La crisis en el sector del calzado argentino sumó un nuevo y preocupante capítulo. La reconocida planta de la firma Dass, un emblema industrial de la región, experimentó un drástico achicamiento en su estructura que reduce su personal a apenas 170 operarios activos. Aunque desde los sectores gremiales aclaran que no se trata de una persiana baja definitiva, la realidad del taller refleja el complejo escenario que atraviesa la manufactura local.
Gustavo Melgarejo, delegado gremial de la Unión de Trabajadores de la Industria del Calzado (UTICRA), confirmó que la empresa atraviesa un profundo proceso de reestructuración y disminución de su capacidad productiva. En el último tiempo, la firma implementó un esquema de retiros voluntarios al que se adhirieron cerca de 50 empleados, logrando acordar indemnizaciones completas bajo el marco legal previo a las últimas reformas laborales, un alivio económico relativo para las familias afectadas ante un panorama de alta incertidumbre.
La caída en los niveles de ocupación es alarmante si se mira el espejo retrovisor: en sus épocas de mayor esplendor, la fábrica llegó a emplear a 1.500 personas y a registrar una producción diaria de 22.000 pares de zapatillas. Hoy, lo que queda en pie representa apenas el 10% de aquel motor industrial que supo abastecer a gigantes internacionales de la indumentaria deportiva.
El freno de las grandes marcas y la sombra de Asia
Dass opera principalmente bajo la modalidad de fasón, confeccionando calzado para firmas globales como Nike y Adidas. Sin embargo, la drástica caída en los pedidos para el segundo semestre del año congeló las líneas de montaje.
Desde el sindicato apuntan directamente contra la actual política de apertura comercial.

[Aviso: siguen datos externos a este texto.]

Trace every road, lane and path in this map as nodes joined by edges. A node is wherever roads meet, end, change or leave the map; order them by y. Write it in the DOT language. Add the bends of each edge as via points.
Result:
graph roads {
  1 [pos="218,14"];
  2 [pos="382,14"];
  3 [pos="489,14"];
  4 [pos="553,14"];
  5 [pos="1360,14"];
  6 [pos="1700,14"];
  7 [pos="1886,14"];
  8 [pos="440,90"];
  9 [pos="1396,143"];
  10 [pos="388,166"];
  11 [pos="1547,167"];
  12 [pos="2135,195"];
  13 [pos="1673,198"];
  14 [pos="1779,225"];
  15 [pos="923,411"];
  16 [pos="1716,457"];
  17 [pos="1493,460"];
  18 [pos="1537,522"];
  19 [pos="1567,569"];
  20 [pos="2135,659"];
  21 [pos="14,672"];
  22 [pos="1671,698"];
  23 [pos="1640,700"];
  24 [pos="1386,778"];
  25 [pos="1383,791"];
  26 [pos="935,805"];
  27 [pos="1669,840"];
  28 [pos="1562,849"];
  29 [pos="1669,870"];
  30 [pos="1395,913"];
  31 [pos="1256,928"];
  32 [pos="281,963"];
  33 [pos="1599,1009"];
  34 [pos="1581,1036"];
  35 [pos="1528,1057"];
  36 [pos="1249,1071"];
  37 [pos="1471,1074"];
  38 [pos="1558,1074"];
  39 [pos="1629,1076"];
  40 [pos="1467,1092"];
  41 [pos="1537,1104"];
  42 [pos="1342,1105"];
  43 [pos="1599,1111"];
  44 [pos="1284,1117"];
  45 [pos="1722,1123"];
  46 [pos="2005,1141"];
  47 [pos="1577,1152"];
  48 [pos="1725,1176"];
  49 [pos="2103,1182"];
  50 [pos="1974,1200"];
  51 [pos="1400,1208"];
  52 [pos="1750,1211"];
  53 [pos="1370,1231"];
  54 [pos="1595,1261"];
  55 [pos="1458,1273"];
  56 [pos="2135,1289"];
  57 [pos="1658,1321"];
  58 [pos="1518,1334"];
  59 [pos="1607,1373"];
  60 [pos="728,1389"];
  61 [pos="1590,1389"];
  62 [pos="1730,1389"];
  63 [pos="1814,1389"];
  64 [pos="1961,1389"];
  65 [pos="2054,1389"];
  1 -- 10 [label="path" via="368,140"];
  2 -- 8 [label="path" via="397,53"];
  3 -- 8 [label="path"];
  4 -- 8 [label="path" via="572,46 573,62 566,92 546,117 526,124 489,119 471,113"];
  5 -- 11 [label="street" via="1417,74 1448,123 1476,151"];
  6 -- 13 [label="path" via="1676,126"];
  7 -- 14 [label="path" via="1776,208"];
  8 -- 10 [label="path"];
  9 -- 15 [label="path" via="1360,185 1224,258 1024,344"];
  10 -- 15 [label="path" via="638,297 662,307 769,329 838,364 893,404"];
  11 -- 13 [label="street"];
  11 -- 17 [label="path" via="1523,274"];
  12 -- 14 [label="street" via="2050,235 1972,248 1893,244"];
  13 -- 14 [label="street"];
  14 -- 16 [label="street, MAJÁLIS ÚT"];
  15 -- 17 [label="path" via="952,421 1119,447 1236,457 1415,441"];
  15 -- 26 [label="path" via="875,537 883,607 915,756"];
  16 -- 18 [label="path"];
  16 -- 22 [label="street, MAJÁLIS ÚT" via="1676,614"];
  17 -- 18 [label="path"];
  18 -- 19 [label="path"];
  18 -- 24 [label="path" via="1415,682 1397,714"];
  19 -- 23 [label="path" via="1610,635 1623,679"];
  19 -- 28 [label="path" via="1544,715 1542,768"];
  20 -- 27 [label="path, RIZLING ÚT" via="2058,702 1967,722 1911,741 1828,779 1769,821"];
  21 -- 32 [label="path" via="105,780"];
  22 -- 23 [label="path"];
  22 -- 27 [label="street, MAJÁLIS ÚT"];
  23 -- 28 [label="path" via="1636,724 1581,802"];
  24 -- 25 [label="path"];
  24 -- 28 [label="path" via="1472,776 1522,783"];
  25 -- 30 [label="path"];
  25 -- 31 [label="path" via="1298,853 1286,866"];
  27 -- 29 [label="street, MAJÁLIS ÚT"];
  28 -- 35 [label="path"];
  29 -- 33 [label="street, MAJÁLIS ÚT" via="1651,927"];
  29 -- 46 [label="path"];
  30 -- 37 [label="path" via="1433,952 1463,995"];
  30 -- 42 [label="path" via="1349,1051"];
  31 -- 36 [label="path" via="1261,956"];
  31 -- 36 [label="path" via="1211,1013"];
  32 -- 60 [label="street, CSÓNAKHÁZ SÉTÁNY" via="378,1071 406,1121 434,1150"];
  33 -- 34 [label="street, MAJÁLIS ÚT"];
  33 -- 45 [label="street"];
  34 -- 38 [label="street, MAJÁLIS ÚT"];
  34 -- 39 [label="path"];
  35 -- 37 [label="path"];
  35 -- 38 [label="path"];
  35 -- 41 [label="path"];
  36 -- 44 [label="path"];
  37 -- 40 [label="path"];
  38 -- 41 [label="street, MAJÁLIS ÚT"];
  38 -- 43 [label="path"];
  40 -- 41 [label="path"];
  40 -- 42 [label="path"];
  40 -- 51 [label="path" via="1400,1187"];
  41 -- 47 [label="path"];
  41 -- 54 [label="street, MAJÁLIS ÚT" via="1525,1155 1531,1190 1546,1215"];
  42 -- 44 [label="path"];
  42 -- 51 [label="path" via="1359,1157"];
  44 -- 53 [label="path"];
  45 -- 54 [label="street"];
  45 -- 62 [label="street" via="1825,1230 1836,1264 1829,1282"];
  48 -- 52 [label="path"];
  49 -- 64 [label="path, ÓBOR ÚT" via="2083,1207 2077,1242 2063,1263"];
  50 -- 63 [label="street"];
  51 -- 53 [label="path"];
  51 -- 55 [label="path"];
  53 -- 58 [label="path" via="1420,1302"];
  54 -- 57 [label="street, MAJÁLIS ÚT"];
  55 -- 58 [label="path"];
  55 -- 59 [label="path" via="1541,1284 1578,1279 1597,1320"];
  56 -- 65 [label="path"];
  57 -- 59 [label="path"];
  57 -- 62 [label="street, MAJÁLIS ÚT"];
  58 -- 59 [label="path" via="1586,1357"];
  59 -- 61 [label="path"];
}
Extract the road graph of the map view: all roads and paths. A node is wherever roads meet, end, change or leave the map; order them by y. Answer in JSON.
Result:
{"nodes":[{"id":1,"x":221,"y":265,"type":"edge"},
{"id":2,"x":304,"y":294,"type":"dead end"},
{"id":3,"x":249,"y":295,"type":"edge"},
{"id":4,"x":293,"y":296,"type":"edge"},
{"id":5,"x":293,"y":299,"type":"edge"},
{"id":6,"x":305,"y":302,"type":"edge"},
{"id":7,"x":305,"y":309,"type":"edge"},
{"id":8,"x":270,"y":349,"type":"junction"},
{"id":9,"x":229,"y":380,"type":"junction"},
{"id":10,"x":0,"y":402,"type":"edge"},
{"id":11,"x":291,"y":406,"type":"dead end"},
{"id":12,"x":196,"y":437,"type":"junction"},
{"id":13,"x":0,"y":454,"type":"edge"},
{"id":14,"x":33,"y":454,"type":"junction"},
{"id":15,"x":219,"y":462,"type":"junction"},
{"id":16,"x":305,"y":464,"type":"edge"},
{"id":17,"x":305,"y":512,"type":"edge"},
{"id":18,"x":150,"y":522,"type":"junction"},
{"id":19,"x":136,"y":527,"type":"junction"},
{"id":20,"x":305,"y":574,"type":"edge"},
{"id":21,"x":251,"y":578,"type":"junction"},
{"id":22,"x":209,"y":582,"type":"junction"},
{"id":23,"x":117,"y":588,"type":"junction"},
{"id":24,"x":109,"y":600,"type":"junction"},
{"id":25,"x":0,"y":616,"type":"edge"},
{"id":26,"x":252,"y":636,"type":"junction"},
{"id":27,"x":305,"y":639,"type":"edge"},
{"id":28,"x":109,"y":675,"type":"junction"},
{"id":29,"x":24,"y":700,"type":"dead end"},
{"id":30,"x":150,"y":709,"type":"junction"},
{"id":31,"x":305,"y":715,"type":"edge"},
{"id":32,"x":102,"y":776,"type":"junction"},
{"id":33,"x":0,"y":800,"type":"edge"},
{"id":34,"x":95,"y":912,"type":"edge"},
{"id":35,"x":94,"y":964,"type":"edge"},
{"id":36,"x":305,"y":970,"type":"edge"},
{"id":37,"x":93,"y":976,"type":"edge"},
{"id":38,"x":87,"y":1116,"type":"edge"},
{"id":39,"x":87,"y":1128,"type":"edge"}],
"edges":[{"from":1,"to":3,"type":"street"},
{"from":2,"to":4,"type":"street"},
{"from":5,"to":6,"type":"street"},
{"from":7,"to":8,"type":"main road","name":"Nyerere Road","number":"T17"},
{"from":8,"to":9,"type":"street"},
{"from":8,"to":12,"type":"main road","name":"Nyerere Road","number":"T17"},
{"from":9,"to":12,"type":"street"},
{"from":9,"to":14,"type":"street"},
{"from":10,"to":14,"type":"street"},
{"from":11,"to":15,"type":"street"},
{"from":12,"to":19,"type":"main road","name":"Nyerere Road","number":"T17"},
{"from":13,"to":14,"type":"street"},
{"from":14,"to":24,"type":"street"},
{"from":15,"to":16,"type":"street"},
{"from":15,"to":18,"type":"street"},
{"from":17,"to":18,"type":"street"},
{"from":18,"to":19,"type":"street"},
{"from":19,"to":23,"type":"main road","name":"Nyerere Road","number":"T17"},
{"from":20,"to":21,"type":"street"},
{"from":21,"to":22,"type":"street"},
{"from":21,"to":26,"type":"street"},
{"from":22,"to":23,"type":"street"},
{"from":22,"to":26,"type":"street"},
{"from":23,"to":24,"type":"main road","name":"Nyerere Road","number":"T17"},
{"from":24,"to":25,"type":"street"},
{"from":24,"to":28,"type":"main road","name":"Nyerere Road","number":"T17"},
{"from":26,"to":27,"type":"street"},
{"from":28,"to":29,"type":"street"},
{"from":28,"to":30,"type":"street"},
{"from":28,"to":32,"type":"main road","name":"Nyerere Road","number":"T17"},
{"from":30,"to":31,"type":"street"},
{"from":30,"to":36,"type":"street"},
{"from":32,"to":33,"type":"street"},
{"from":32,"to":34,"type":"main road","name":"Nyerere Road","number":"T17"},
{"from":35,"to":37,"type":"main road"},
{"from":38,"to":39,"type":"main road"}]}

Los representantes de los trabajadores señalan que el principal factor de desestabilización proviene de los mercados asiáticos, con Vietnam a la cabeza como el mayor exportador de calzado terminado hacia la Argentina, bajo condiciones comerciales que consideran asimétricas. El contraste es gráfico: estimaciones del sector indican que mientras una de las marcas líderes llegó a ingresar millones de pares importados en un semestre, la producción local de la planta apenas arañó una fracción menor en el mismo período.
La problemática de Dass no es un hecho aislado, sino el reflejo de un fenómeno que se replica en distintas provincias del país como Buenos Aires, Tucumán y La Rioja, donde otras terminales vinculadas al calzado también han reportado cierres y suspensiones masivas. Por el momento, el sector industrial se mantiene en estado de alerta, esperando señales de reactivación y un replanteo en las condiciones de competencia que permita resguardar el empleo nacional.